Saraya Marquez was a
poor teenage girl from the swamps of Twinbrook, with a head full of dreams and
the drive to succeed. She had always excelled in sports through the years and
that carried on after school was over and her career began. She worked part
time as a clerk at the Snack and Save Supermarket and lived with her mom and
sister and trained nearly every day to push her own endurance to the limits.
At
nineteen she and a young man named Antonio Valdez were chosen by the Twinbrook
town council to represent the city and all of SimNation in the Olympic Games. Antonio
was handsome, friendly and very charismatic and soon became the face of
Twinbrook as he smiled and waved for the camera, posed for pictures with
adoring female fans, reveling in the adulation and generally spending more time
in front of the media then in front of the spectators competing. Saraya
continued training between events, undaunted and relatively unnoticed by the
media, who couldn’t seem to see past her relatively plain façade to the talent
within, even after numerous interviews. She soon grew resentful at the focus on
Antonio, especially when the media would ask her about him and his performances
while interviewing her. She hungered for that recognition and it forged her
spirit to an iron-hard core and gave her the drive to dominate in track and
field, women’s wrestling and seven other events; netting her a total of six
gold medals; even surpassing Antonio’s four.
Saraya returned to
her warm but slightly disheveled home in Twinbrook after a tour, stopping at
schools in Al-Simhara for a public relations or stadiums for giving out medals
to disabled children for speed reading or wheelchair races. She tried to endure
stoically, but grew even more resentful of the daily snubbing from children and
adults alike; who always gravitated towards Antonio and showered him with
praise and idol-worship and left her standing in the background. In her
loneliness, she started talking to herself to keep her mind off the constant
buzz of conversation around her, mostly about Antonio.
He was always like
that, and was born blessed with a physique that needed very little training to
keep him fit, she remembers many times seeing him at the gym and him spending
more time schmoozing with people and trying to impress the ladies then with
actually using his muscles for anything; all the while she was sweating and
straining hers to the max to get into shape.

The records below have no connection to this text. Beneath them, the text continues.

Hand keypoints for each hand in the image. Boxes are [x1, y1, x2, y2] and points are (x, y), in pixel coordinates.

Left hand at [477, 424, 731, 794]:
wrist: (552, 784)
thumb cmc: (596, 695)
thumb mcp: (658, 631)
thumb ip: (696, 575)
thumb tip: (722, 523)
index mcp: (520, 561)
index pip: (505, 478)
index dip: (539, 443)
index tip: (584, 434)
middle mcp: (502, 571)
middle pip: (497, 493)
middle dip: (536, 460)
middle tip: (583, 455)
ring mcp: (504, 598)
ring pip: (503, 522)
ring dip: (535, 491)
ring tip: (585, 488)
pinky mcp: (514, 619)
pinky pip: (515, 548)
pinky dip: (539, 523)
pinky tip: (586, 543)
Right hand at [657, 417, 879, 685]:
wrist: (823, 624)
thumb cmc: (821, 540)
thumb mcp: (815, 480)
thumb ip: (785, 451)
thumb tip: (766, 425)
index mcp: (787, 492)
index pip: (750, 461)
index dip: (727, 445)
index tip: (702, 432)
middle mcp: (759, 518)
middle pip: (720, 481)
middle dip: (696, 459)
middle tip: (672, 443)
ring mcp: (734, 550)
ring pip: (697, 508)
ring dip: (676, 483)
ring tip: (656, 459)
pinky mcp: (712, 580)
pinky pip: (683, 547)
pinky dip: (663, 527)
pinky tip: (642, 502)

She had just arrived in the taxi and saw her mom
out front, apparently taking out the trash and the woman stopped when she saw
her daughter and ran over; having not seen her for over a After a long hug from
her mom, she asked if everything was okay, that she seemed to be angry all the
time during interviews on television. Saraya has become more reserved and
deflects her by asking about Patricia. No sooner than she asked, then the girl
herself appears, and seemed taller, a teenager in truth finally; having
outgrown that preteen clumsiness and boyish figure.
After a short period
of stunned silence at seeing her elder sister and a long tender hug, she
started rambling on and on about school, her friends, a boy at school that she
liked, and grew exciting over having seen her big sister on world-wide
television.
Of course things got sour quickly, when Patricia
started raving about Antonio’s performances, interviews and how handsome he was.

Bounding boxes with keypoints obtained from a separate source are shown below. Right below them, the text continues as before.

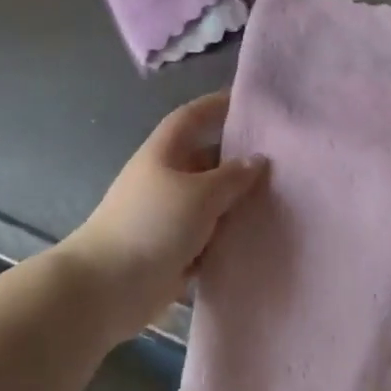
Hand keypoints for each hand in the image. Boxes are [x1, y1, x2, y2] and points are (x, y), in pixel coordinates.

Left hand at [63, 91, 266, 345]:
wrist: (108, 287)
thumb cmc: (153, 225)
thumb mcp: (200, 194)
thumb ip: (232, 177)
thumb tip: (257, 160)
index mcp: (164, 153)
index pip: (192, 117)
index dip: (217, 105)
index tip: (250, 104)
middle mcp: (165, 178)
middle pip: (206, 160)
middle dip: (238, 161)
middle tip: (282, 163)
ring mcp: (167, 215)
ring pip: (209, 201)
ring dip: (236, 204)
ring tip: (280, 202)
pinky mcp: (172, 249)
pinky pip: (207, 236)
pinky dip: (227, 237)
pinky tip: (258, 239)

She could handle this from perfect strangers, but not her own flesh and blood.
What’s worse is that Patricia informs her of the parade being held in his honor
at City Hall; with all the bigwigs of the town council present.
Saraya is infuriated and rightfully so; having
done better than that pompous, arrogant Antonio and in more events. Also,
Patricia mentioned a yearly stipend from the city going to Antonio in the sum
of twenty thousand simoleons and the deed to a house in his name being filed at
City Hall.
Driving across town,
she confronted Crevin Small; the mayor of Twinbrook at his palatial home and
adamantly demanded recognition for her efforts in the Olympics. Crevin was a
life-long politician to his core and knows a sure thing for good public
relations in Antonio, so just as adamantly refused to even consider giving her
a small part in the parade, going on about how she should be grateful to even
be chosen for the Olympics in the first place.
Tempers flared quickly and she
is only a breath away from pounding him into the dirt, so she wisely left, but
instead of going home, she drove aimlessly for a while, not really knowing
where she was going until she looked up. The sun had set and she climbed out of
the car, walking through the gate and into the cemetery.
She needed no guidance to find what she was
searching for, and in that lonely graveyard she cried for the first time in
years, silently pleading for help between sobs. Her father had died when she was
young, but she still remembered his deep voice giving advice when she was
having trouble with a girl at school, or when Tommy Kincaid had stolen her
bike. She fell asleep at the cemetery, there on her daddy’s grave.
When she
woke up she glanced over at another gravestone: one for a woman who
had died three years earlier, in the annual Last Sim Standing competition. She had nearly
forgotten about Marta Smart; who had more fame for being dead than Antonio had alive and breathing. She talked to herself for a long while; as had become the
norm until she realized that if she actually won the tournament, she’d be more
famous still; far above and beyond the temporary fame of the vile Antonio.